Penulis buku "Radikalisme Agama di Indonesia" dan "Gerakan Islam Non-Mainstream di Indonesia" Dr Zuly Qodir MSi saat berpose di kantor Pusat Studi Islam dan Filsafat (PSIF) UMM usai kegiatan Bincang Buku. |
MARAKNYA perilaku beragama yang tidak toleran direspon Pusat Studi Islam dan Filsafat Universitas Muhammadiyah Malang (PSIF UMM) dengan menggelar Bincang Buku, mengkaji dua buku tentang fenomena gerakan Islam di Indonesia, yaitu “Radikalisme Agama di Indonesia” dan “Gerakan Islam Non-Mainstream di Indonesia”.
Kegiatan yang berlangsung pada Senin (19/10) di Aula Masjid AR Fachruddin UMM ini menghadirkan langsung sang penulis yang juga merupakan aktivis Jaringan Intelektual Muda Muhammadiyah (JIMM) Dr Zuly Qodir MSi.
Zuly mengatakan, semakin berkembangnya kehidupan bermasyarakat, makin tinggi pula munculnya Islam radikal dan gerakan Islam non-mainstream di Indonesia. “Radikal itu ada yang positif dan ada yang negatif.
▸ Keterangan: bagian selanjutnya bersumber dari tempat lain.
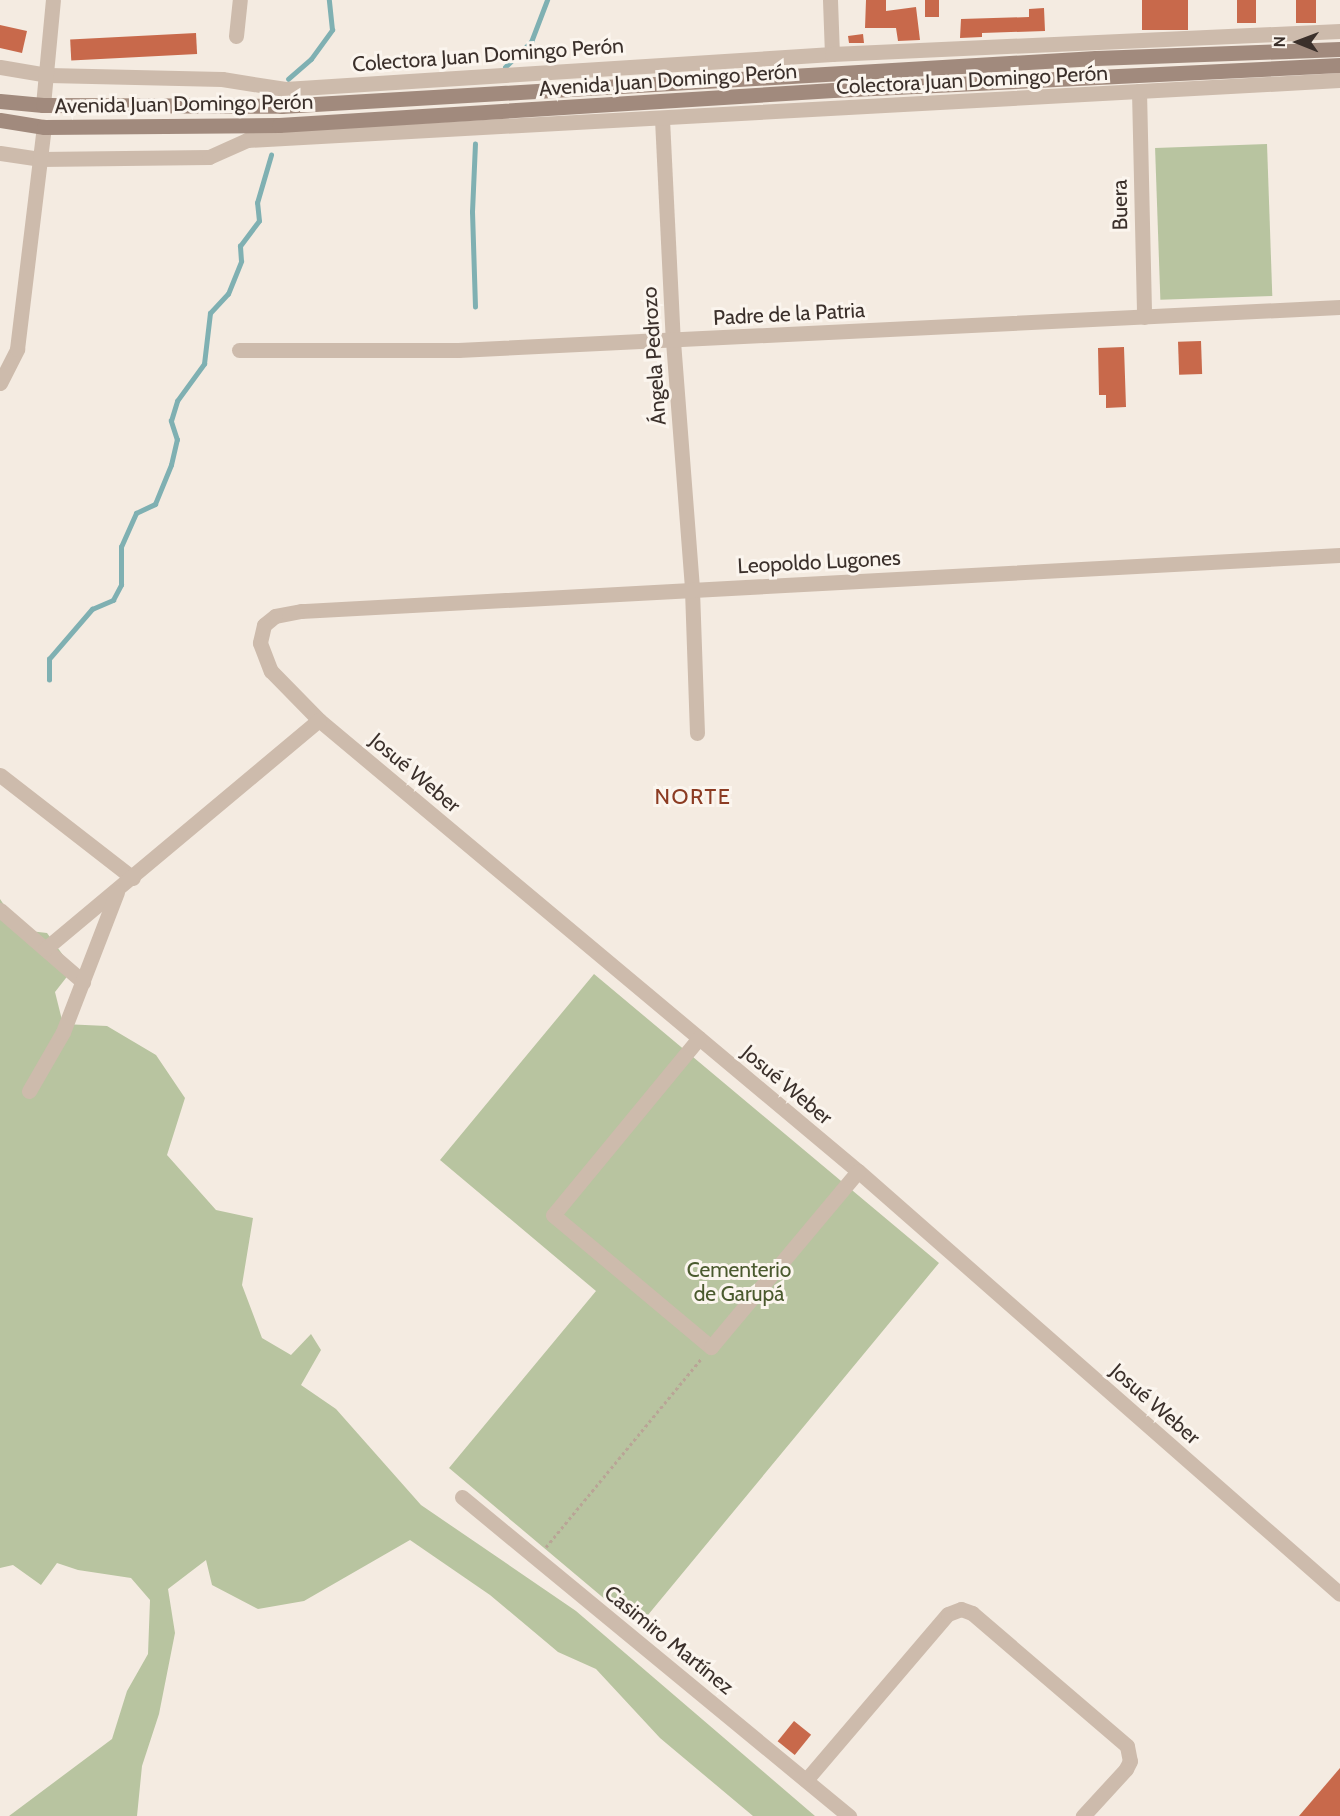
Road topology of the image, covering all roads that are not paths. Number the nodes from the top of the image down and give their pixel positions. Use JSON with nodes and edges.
{"nodes":[{"id":1,"x":53,"y":0,"type":"edge"},
{"id":2,"x":240,"y":0,"type":"edge"},
{"id":3,"x":830,"y":0,"type":"edge"},
{"id":4,"x":1340,"y":31,"type":"edge"},
{"id":5,"x":236,"y":36,"type":"dead end"},
{"id":6,"x":1340,"y":49,"type":"edge"},
{"id":7,"x":832,"y":54,"type":"junction"},
{"id":8,"x":1340,"y":65,"type":"edge"},
{"id":9,"x":0,"y":67,"type":"edge"},
{"id":10,"x":48,"y":75,"type":"junction"},
{"id":11,"x":1340,"y":80,"type":"edge"},
{"id":12,"x":1139,"y":91,"type":"junction"},
{"id":13,"x":0,"y":101,"type":"edge"},
{"id":14,"x":43,"y":105,"type":"junction"},
{"id":15,"x":662,"y":119,"type":"junction"},
{"id":16,"x":0,"y":120,"type":"edge"},
{"id":17,"x":44,"y":127,"type":"junction"},
{"id":18,"x":0,"y":153,"type":"edge"},
{"id":19,"x":40,"y":159,"type":"junction"},
{"id":20,"x":1340,"y":307,"type":"edge"},
{"id":21,"x":1144,"y":317,"type":"junction"},
{"id":22,"x":673,"y":341,"type":"junction"},
{"id":23,"x":239,"y":350,"type":"dead end"},
{"id":24,"x":0,"y":383,"type":"edge"},
{"id":25,"x":1340,"y":555,"type":"edge"},
{"id":26,"x":692,"y":590,"type":"junction"},
{"id":27,"x":301,"y":611,"type":"joint"},
{"id":28,"x":320,"y":720,"type":"junction"},
{"id":29,"x":697,"y":733,"type":"dead end"},
{"id":30,"x":0,"y":775,"type":"edge"},
{"id":31,"x":134,"y":878,"type":"junction"},
{"id":32,"x":117,"y":892,"type":"junction"},
{"id":33,"x":0,"y":910,"type":"edge"},
{"id":34,"x":45,"y":949,"type":"junction"},
{"id":35,"x":83,"y":982,"type":"junction"},
{"id":36,"x":699,"y":1038,"type":"junction"},
{"id":37,"x":29,"y":1091,"type":"dead end"},
{"id":38,"x":858,"y":1171,"type":"junction"},
{"id":39,"x":462,"y":1497,"type":"dead end"},
{"id":40,"x":1340,"y":1594,"type":"edge"},
{"id":41,"x":806,"y":1780,"type":"junction"},
{"id":42,"x":849,"y":1816,"type":"edge"},
{"id":43,"x":1083,"y":1816,"type":"edge"}],
"edges":[{"from":1,"to":10,"type":"street"},
{"from":2,"to":5,"type":"street"},
{"from":3,"to":7,"type":"street"},
{"from":4,"to":7,"type":"street","name":"Colectora Juan Domingo Perón"},
{"from":6,"to":14,"type":"main road","name":"Avenida Juan Domingo Perón"},
{"from":7,"to":10,"type":"street","name":"Colectora Juan Domingo Perón"},
{"from":8,"to":17,"type":"main road","name":"Avenida Juan Domingo Perón"},
{"from":9,"to":10,"type":"street","name":"Colectora Juan Domingo Perón"},
{"from":10,"to":14,"type":"street"},
{"from":11,"to":12,"type":"street","name":"Colectora Juan Domingo Perón"},
{"from":12,"to":15,"type":"street","name":"Colectora Juan Domingo Perón"},
{"from":12,"to":21,"type":"street","name":"Buera"},
{"from":13,"to":14,"type":"main road","name":"Avenida Juan Domingo Perón"},
{"from":15,"to":19,"type":"street","name":"Colectora Juan Domingo Perón"},
{"from":15,"to":22,"type":"street","name":"Ángela Pedrozo"},
{"from":16,"to":17,"type":"main road","name":"Avenida Juan Domingo Perón"},
{"from":17,"to":19,"type":"street"},
{"from":18,"to":19,"type":"street","name":"Colectora Juan Domingo Perón"},
{"from":19,"to":24,"type":"street"},
{"from":20,"to":21,"type":"street","name":"Padre de la Patria"},
{"from":21,"to":22,"type":"street","name":"Padre de la Patria"},
{"from":22,"to":23,"type":"street","name":"Padre de la Patria"},
{"from":22,"to":26,"type":"street","name":"Ángela Pedrozo"},
{"from":25,"to":26,"type":"street","name":"Leopoldo Lugones"},
{"from":26,"to":27,"type":"street","name":"Leopoldo Lugones"},
{"from":26,"to":29,"type":"street","name":"Ángela Pedrozo"},
{"from":27,"to":28,"type":"street","name":"Josué Weber"},
{"from":28,"to":31,"type":"street"},
{"from":28,"to":36,"type":"street","name":"Josué Weber"},
{"from":30,"to":31,"type":"street"},
{"from":31,"to":32,"type":"street"},
{"from":32,"to":34,"type":"street"},
{"from":32,"to":35,"type":"street"},
{"from":33,"to":34,"type":"street"},
{"from":34,"to":35,"type":"street"},
{"from":35,"to":37,"type":"street"},
{"from":36,"to":38,"type":"street","name":"Josué Weber"},
{"from":36,"to":38,"type":"street"},
{"from":38,"to":40,"type":"street","name":"Josué Weber"},
{"from":39,"to":41,"type":"street","name":"Casimiro Martínez"},
{"from":41,"to":42,"type":"street","name":"Casimiro Martínez"},
{"from":41,"to":43,"type":"street"}]}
Yang positif itu ber-Islam secara kaffah, paripurna.Yang negatif yaitu suatu sikap yang tidak mau menerima pendapat serta pemahaman orang lain,” tutur doktor lulusan Universitas Gadjah Mada (UGM) ini.
Menurutnya, banyak sekali gerakan-gerakan Islam non-mainstream di Indonesia yang anggotanya sedikit namun bersuara keras, mereka memanfaatkan media yang mereka ciptakan sendiri. Gerakan-gerakan tersebut, tak hanya kuat bertahan di antara gerakan Islam mainstream seperti Nahdlatul Ulama (NU) dan Muhammadiyah, namun kadangkala juga menganggap kelompoknya yang paling benar dan bermanfaat.
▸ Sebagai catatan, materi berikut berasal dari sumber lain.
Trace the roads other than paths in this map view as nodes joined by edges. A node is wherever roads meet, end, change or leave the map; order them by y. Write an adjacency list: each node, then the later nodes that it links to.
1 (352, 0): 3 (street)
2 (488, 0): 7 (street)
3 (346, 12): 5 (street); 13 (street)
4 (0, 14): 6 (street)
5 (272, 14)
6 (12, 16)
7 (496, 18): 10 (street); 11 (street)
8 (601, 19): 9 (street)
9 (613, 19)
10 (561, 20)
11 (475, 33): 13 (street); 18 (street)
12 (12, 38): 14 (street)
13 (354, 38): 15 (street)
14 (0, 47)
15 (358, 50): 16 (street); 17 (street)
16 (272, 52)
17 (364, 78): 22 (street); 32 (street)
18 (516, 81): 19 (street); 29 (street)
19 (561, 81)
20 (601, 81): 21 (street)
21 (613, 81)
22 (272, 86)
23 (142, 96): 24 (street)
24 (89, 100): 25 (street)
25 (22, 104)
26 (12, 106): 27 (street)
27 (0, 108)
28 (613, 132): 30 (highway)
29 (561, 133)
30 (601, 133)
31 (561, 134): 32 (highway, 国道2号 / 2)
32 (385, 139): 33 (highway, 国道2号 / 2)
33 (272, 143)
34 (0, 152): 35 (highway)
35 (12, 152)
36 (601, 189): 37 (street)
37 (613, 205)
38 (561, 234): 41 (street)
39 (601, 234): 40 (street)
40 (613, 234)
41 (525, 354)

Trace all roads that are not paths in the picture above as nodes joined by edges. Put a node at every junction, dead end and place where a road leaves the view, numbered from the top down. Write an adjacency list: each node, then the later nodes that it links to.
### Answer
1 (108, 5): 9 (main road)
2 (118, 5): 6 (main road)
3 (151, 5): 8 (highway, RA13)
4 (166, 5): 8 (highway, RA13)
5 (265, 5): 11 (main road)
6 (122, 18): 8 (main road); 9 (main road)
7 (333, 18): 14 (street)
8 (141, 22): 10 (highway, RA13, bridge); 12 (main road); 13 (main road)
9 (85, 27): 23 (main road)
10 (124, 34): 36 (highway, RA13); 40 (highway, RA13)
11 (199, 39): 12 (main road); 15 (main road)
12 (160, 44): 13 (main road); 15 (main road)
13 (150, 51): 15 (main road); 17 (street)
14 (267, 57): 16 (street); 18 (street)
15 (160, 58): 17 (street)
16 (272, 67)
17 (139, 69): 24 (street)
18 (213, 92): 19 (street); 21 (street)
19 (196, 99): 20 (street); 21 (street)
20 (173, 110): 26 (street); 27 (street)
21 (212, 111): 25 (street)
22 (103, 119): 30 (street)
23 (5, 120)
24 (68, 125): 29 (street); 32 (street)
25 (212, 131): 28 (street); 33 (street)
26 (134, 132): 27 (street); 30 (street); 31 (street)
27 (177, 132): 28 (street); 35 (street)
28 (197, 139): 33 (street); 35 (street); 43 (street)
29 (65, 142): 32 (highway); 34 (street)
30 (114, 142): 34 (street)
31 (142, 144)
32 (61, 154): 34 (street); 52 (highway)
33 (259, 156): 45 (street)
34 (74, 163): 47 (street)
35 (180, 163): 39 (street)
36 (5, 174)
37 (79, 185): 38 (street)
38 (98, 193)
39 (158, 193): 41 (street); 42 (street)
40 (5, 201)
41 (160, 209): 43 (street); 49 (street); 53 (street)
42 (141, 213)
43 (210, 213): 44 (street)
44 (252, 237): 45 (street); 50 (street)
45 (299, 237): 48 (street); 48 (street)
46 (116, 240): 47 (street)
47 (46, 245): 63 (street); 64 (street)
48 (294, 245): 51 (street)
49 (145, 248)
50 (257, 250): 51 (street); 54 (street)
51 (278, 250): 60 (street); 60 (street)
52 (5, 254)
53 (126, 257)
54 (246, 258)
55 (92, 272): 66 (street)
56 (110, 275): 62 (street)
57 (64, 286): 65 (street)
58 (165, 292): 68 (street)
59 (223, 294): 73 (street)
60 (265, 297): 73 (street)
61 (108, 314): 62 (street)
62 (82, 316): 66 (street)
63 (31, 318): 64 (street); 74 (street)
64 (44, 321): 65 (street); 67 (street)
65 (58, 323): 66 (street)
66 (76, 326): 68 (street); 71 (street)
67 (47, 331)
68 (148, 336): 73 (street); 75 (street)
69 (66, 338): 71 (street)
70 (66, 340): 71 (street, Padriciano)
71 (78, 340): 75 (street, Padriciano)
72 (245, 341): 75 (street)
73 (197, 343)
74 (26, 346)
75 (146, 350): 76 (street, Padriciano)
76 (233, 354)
Yang paling disayangkan, kata Zuly, kelompok non-mainstream ini tidak belajar Islam dari ahlinya, yaitu para dosen atau ulama. “Mereka belajar Islam dari google. Tapi suka menghujat kelompok lain yang justru belajar Islam dari sumber yang lebih otentik dan ilmiah,” terang Zuly.
Terlebih, Zuly menilai, belakangan ini Malang telah menjadi kota yang eksotik bagi gerakan radikal. Hal itu, lanjutnya, dibuktikan dengan sejumlah temuan oleh Densus 88 maupun para peneliti asing. Bagi Zuly, Malang bisa saja menjadi pusat gerakan radikal seperti kota Solo yang menjadi objek penelitiannya dalam salah satu buku yang ditulisnya.
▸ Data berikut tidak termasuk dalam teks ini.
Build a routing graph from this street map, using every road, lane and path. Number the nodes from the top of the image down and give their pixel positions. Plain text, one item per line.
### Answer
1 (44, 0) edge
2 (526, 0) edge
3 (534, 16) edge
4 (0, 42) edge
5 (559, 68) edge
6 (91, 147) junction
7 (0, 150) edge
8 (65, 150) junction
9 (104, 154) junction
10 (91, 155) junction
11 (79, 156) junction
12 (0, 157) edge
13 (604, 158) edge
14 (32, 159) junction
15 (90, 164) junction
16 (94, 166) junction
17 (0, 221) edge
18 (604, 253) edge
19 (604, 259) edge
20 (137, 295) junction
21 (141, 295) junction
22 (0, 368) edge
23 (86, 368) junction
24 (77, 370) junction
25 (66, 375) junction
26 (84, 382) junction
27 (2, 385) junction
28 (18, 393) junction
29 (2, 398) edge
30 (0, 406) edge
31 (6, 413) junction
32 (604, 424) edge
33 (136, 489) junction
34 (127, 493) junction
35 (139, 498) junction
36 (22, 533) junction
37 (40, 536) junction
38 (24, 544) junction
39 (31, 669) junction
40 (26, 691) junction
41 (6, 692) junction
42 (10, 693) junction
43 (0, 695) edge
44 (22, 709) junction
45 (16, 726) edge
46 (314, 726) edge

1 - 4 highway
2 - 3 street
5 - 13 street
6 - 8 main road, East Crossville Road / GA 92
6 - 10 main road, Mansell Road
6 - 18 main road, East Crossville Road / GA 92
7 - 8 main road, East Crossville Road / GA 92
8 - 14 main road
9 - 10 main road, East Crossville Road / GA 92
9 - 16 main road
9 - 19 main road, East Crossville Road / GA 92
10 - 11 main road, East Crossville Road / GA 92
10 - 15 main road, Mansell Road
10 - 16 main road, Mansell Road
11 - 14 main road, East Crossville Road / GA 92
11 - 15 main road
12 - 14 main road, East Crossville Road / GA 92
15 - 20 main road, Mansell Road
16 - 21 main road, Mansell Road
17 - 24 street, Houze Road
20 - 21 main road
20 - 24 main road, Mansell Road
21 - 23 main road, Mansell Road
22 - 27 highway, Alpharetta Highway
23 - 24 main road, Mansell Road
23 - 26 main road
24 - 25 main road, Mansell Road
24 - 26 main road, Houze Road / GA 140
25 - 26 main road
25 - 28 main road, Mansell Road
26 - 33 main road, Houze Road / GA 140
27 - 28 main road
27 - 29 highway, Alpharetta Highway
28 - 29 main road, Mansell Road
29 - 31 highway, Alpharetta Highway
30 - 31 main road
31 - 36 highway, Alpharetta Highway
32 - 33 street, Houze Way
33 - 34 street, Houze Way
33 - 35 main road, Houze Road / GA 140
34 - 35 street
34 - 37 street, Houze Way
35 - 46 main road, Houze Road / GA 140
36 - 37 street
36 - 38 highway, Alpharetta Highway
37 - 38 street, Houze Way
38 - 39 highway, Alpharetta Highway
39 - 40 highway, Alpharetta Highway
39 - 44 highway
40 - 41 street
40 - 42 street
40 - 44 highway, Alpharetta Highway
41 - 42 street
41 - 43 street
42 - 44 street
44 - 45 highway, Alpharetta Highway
“Di buku saya, saya memaparkan hasil penelitian saya terkait kelompok gerakan non-mainstream di Solo dan fenomena Islam politik pada pemilu 2014,” tutur Zuly yang telah menulis lebih dari 15 buku tentang fenomena keberagamaan ini. Menurutnya, saat ini banyak kegiatan keagamaan Islam yang di belakangnya ada kepentingan-kepentingan politik dari pihak tertentu.
Mengamini hal tersebut, kepala PSIF UMM yang juga menjadi pembicara pada kegiatan ini, Pradana Boy MA(AS) PhD mengatakan, Malang telah menjadi daerah yang potensial bagi kelompok-kelompok Islam yang tidak toleran. Hal itu misalnya, kata Pradana, dapat dilihat dari ditemukannya aktor intelektual Bom Bali Azahari bin Husin pada 2005 di kota Batu (bagian dari Malang Raya), juga tertangkapnya tiga terduga anggota ISIS di Malang baru-baru ini.
Bagi Pradana, kegiatan Bincang Buku ini amat penting agar masyarakat, khususnya masyarakat kampus memiliki pemahaman beragama yang tidak sempit. “Sekarang ini banyak kelompok Islam yang merasa berhak menjadi juru bicara agama, merasa bahwa pendapatnya yang paling benar. Itu adalah bentuk lain dari radikalisme, yaitu mamaksakan pendapatnya sendiri. Padahal, perbedaan tafsir dan cara pandang adalah sesuatu yang tak bisa dihindarkan, karena kita hidup dengan jarak lebih dari 1400 tahun dari era Nabi Muhammad,” papar doktor lulusan National University of Singapore ini.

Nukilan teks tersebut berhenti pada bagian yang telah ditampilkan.